= Problem to work on =
Give a faithful, exact copy of all entries, minus the images.

[[ The data open ]]

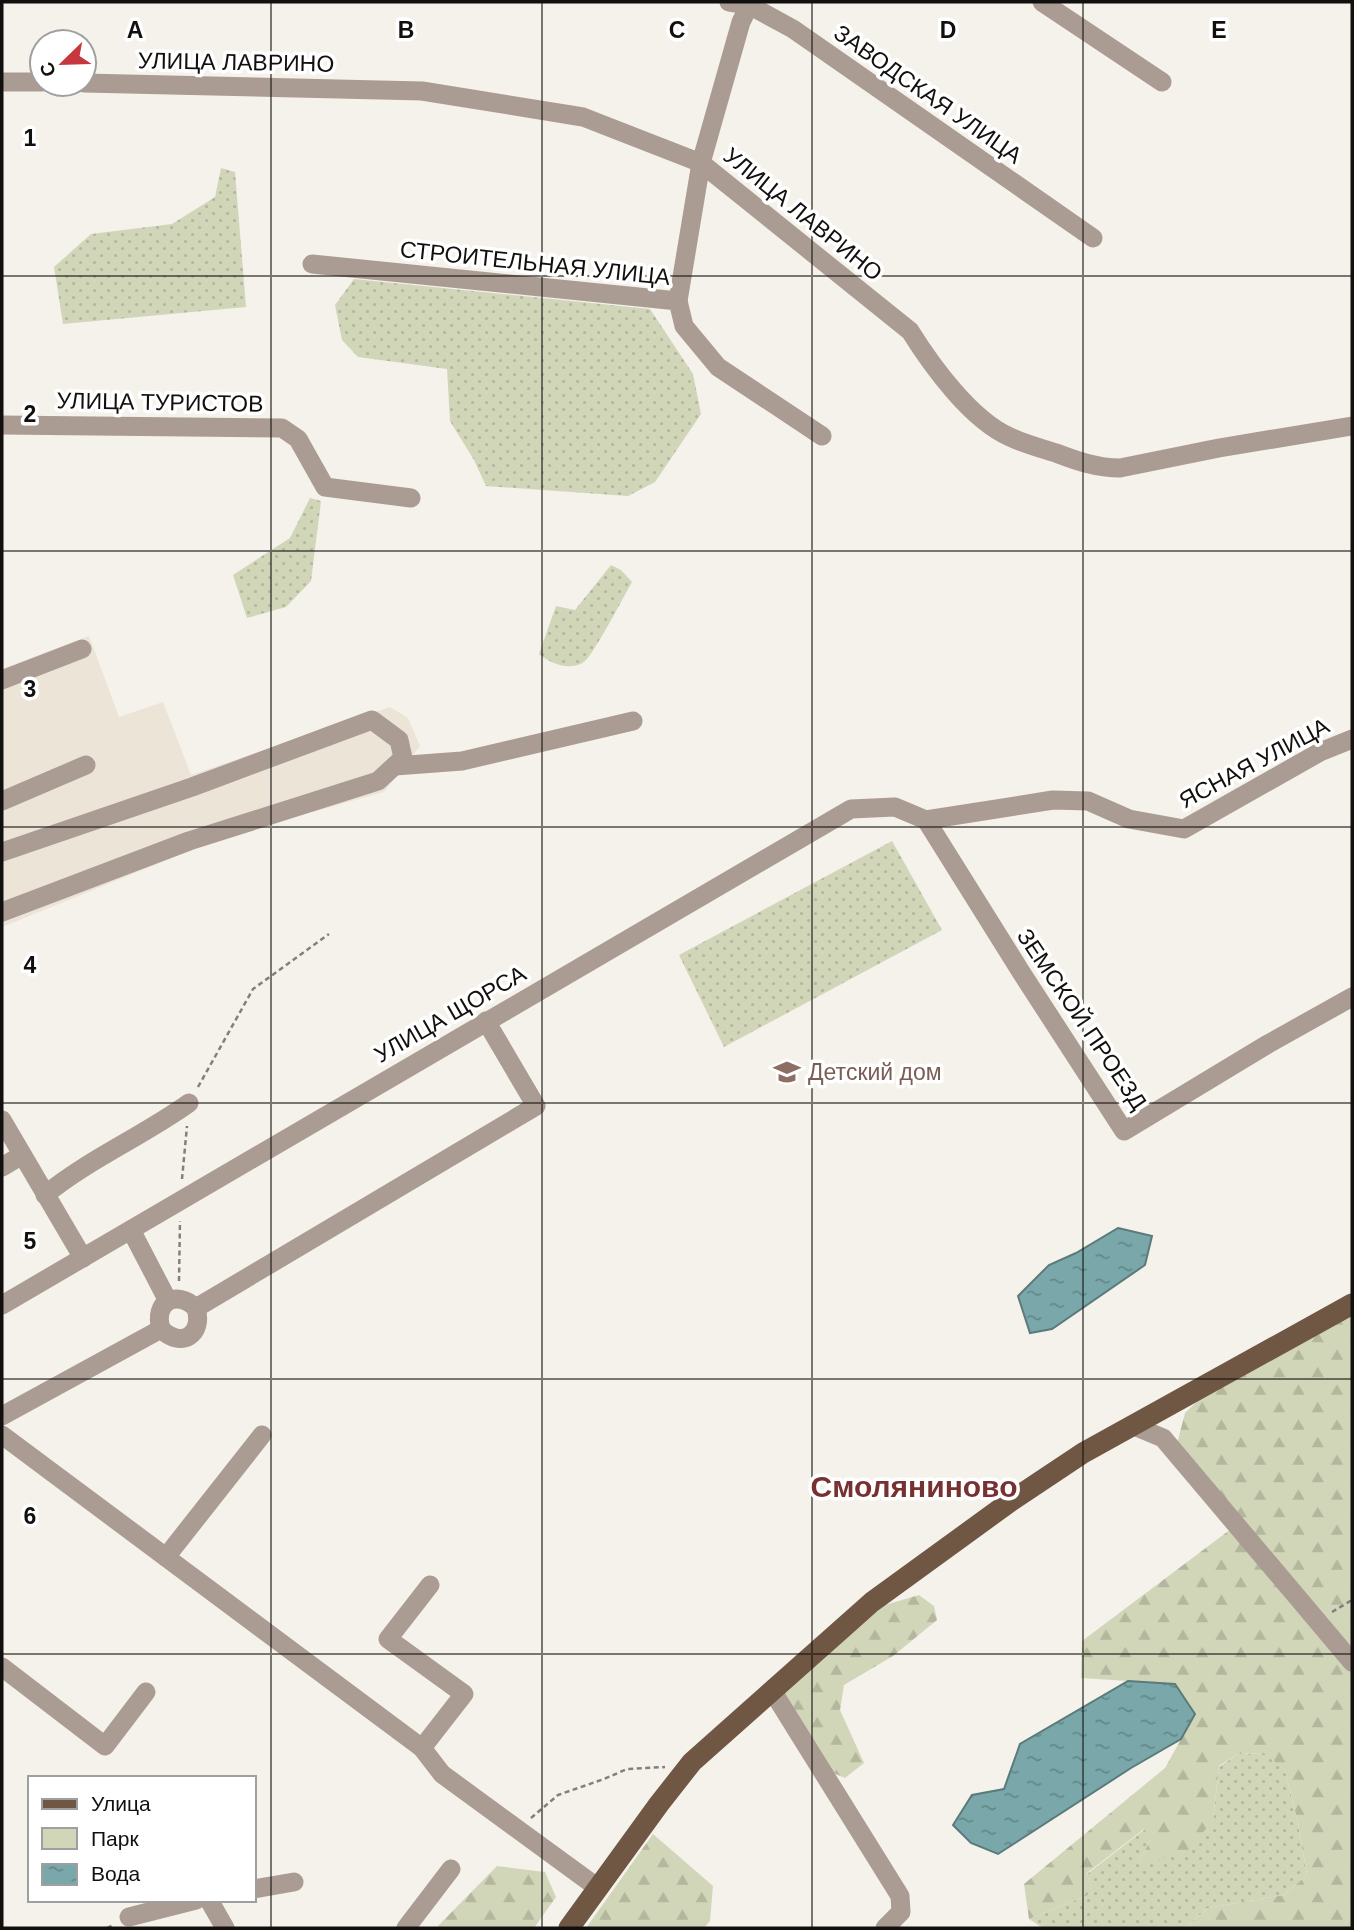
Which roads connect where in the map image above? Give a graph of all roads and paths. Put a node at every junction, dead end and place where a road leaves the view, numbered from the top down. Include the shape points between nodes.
1 (1042, 2) edge
2 (743, 3) edge
3 (2, 82) edge
4 (28, 82) edge
5 (1162, 82) dead end
6 (98, 83) edge
7 (701, 163) junction
8 (1093, 239) dead end
9 (312, 264) dead end
10 (678, 301) junction
11 (2, 425) edge
12 (1352, 426) edge
13 (822, 436) dead end
14 (411, 498) dead end
15 (82, 649) dead end
16 (2, 680) edge
17 (633, 721) dead end
18 (1352, 739) edge
19 (86, 765) dead end
20 (395, 766) junction
21 (2, 801) edge
22 (929, 820) junction
23 (2, 852) edge
24 (2, 912) edge
25 (329, 934) dead end
26 (1352, 997) edge
27 (486, 1021) junction
28 (189, 1103) junction
29 (2, 1120) edge
30 (22, 1155) junction
31 (2, 1167) edge
32 (46, 1195) junction
33 (180, 1201) junction
34 (131, 1230) junction
35 (83, 1258) junction
36 (173, 1300) junction
37 (1352, 1304) edge
38 (2, 1305) edge
39 (196, 1308) junction
40 (161, 1329) junction
41 (2, 1416) edge
42 (1134, 1426) junction
43 (2, 1435) edge
44 (261, 1435) dead end
45 (166, 1557) junction
46 (430, 1586) dead end
47 (1352, 1600) edge
48 (1317, 1621) junction
49 (1352, 1662) edge
50 (2, 1667) edge
51 (146, 1692) dead end
52 (773, 1692) junction
53 (422, 1748) junction
54 (692, 1762) junction
55 (515, 1828) junction
56 (451, 1868) dead end
57 (293, 1882) dead end
58 (598, 1888) junction
59 (256, 1889) edge
60 (187, 1902) edge
61 (210, 1902) edge
62 (129, 1917) dead end
63 (225, 1928) edge
64 (405, 1928) edge
65 (569, 1928) edge
66 (885, 1928) edge

1 - 5 street
2 - 7 street
2 - 8 street, ЗАВОДСКАЯ УЛИЦА via 793,29
3 - 4 street
6 - 7 street, УЛИЦА ЛАВРИНО via 422,91 583,117
7 - 10 street
7 - 12 street, УЛИЦА ЛАВРИНО via 910,331 941,376 1008,437 1084,463 1119,468
9 - 10 street, СТРОИТЕЛЬНАЯ УЛИЦА
10 - 13 street, СТРОИТЕЛЬНАЯ УЛИЦА via 684,326 718,367
11 - 14 street, УЛИЦА ТУРИСТОВ via 282,428 298,439 325,487
15 - 16 street
17 - 20 street via 462,761
18 - 22 street, ЯСНАЯ УЛИЦА via 1320,752 1184,829 1129,819 1088,800 1054,800
19 - 21 street
20 - 23 street via 403,758 399,740 372,720
20 - 24 street via 379,781 189,841
22 - 26 street, ЗЕМСКОЙ ПРОЕЗД via 1124,1131
22 - 27 street, УЛИЦА ЩОРСА via 895,807 851,809
25 - 28 path via 253,989
27 - 33 street, УЛИЦА ЩОРСА
27 - 39 street via 536,1106
28 - 32 street
28 - 33 path
29 - 30 street
30 - 31 street
30 - 32 street
32 - 35 street
33 - 34 street, УЛИЦА ЩОРСА
33 - 36 path
34 - 35 street, УЛИЦА ЩОРСА
34 - 36 street
35 - 38 street, УЛИЦА ЩОРСА
36 - 39 street via 188,1301
36 - 40 street via 160,1309
37 - 42 main road
39 - 40 street via 197,1329 189,1336 169,1337
40 - 41 street
42 - 48 street via 1163,1438
42 - 52 main road via 1011,1501 872,1602
43 - 45 street
44 - 45 street
45 - 53 street
46 - 53 street via 388,1639 464,1694
47 - 48 path
48 - 49 street
50 - 51 street via 105,1746
52 - 54 main road
52 - 66 street via 900,1896 901,1912
53 - 55 street via 442,1774
54 - 55 path via 627,1769 558,1795
54 - 58 main road
55 - 58 street
56 - 64 street
57 - 59 street
58 - 65 main road
60 - 62 street
61 - 63 street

[[ The data closed ]]

= Answer =
Which roads connect where in the map image above? Give a graph of all roads and paths. Put a node at every junction, dead end and place where a road leaves the view, numbered from the top down. Include the shape points between nodes.
1 (1042, 2) edge
2 (743, 3) edge
3 (2, 82) edge
4 (28, 82) edge
5 (1162, 82) dead end
6 (98, 83) edge
7 (701, 163) junction
8 (1093, 239) dead end
9 (312, 264) dead end
10 (678, 301) junction
11 (2, 425) edge
12 (1352, 426) edge
13 (822, 436) dead end
14 (411, 498) dead end
15 (82, 649) dead end
16 (2, 680) edge
17 (633, 721) dead end
18 (1352, 739) edge
19 (86, 765) dead end
20 (395, 766) junction
21 (2, 801) edge
22 (929, 820) junction
23 (2, 852) edge
24 (2, 912) edge
25 (329, 934) dead end
26 (1352, 997) edge
27 (486, 1021) junction
28 (189, 1103) junction
29 (2, 1120) edge
30 (22, 1155) junction
31 (2, 1167) edge
32 (46, 1195) junction
33 (180, 1201) junction
34 (131, 1230) junction
35 (83, 1258) junction
36 (173, 1300) junction
37 (1352, 1304) edge
38 (2, 1305) edge
39 (196, 1308) junction
40 (161, 1329) junction
41 (2, 1416) edge
42 (1134, 1426) junction
43 (2, 1435) edge
44 (261, 1435) dead end
45 (166, 1557) junction
46 (430, 1586) dead end
47 (1352, 1600) edge
48 (1317, 1621) junction
49 (1352, 1662) edge
50 (2, 1667) edge
51 (146, 1692) dead end
52 (773, 1692) junction
53 (422, 1748) junction
54 (692, 1762) junction
55 (515, 1828) junction
56 (451, 1868) dead end
57 (293, 1882) dead end
58 (598, 1888) junction
59 (256, 1889) edge
60 (187, 1902) edge
61 (210, 1902) edge
62 (129, 1917) dead end
63 (225, 1928) edge
64 (405, 1928) edge
65 (569, 1928) edge
66 (885, 1928) edge

1 - 5 street
2 - 7 street
2 - 8 street, ЗАВОДСКАЯ УЛИЦА via 793,29
3 - 4 street
6 - 7 street, УЛИЦА ЛАВРИНО via 422,91 583,117
7 - 10 street
7 - 12 street, УЛИЦА ЛАВРИНО via 910,331 941,376 1008,437 1084,463 1119,468
9 - 10 street, СТРОИТЕЛЬНАЯ УЛИЦА
10 - 13 street, СТРОИТЕЛЬНАЯ УЛИЦА via 684,326 718,367
11 - 14 street, УЛИЦА ТУРИСТОВ via 282,428 298,439 325,487
15 - 16 street
17 - 20 street via 462,761
18 - 22 street, ЯСНАЯ УЛИЦА via 1320,752 1184,829 1129,819 1088,800 1054,800
19 - 21 street
20 - 23 street via 403,758 399,740 372,720
20 - 24 street via 379,781 189,841
22 - 26 street, ЗЕМСКОЙ ПРОЕЗД via 1124,1131
22 - 27 street, УЛИЦА ЩОРСА via 895,807 851,809
25 - 28 path via 253,989
27 - 33 street, УЛИЦА ЩОРСА
27 - 39 street via 536,1106
28 - 32 street
28 - 33 path
29 - 30 street
30 - 31 street
30 - 32 street
32 - 35 street
33 - 34 street, УЛИЦА ЩОРСА
33 - 36 path
34 - 35 street, УЛИЦА ЩОРСА
34 - 36 street
35 - 38 street, УЛИЦА ЩОРСА
36 - 39 street via 188,1301
36 - 40 street via 160,1309
37 - 42 main road
39 - 40 street via 197,1329 189,1336 169,1337
40 - 41 street
42 - 48 street via 1163,1438
42 - 52 main road via 1011,1501 872,1602
43 - 45 street
44 - 45 street
45 - 53 street
46 - 53 street via 388,1639 464,1694
47 - 48 path
48 - 49 street
50 - 51 street via 105,1746
52 - 54 main road
52 - 66 street via 900,1896 901,1912
53 - 55 street via 442,1774
54 - 55 path via 627,1769 558,1795
54 - 58 main road
55 - 58 street
56 - 64 street
57 - 59 street
58 - 65 main road
60 - 62 street
61 - 63 street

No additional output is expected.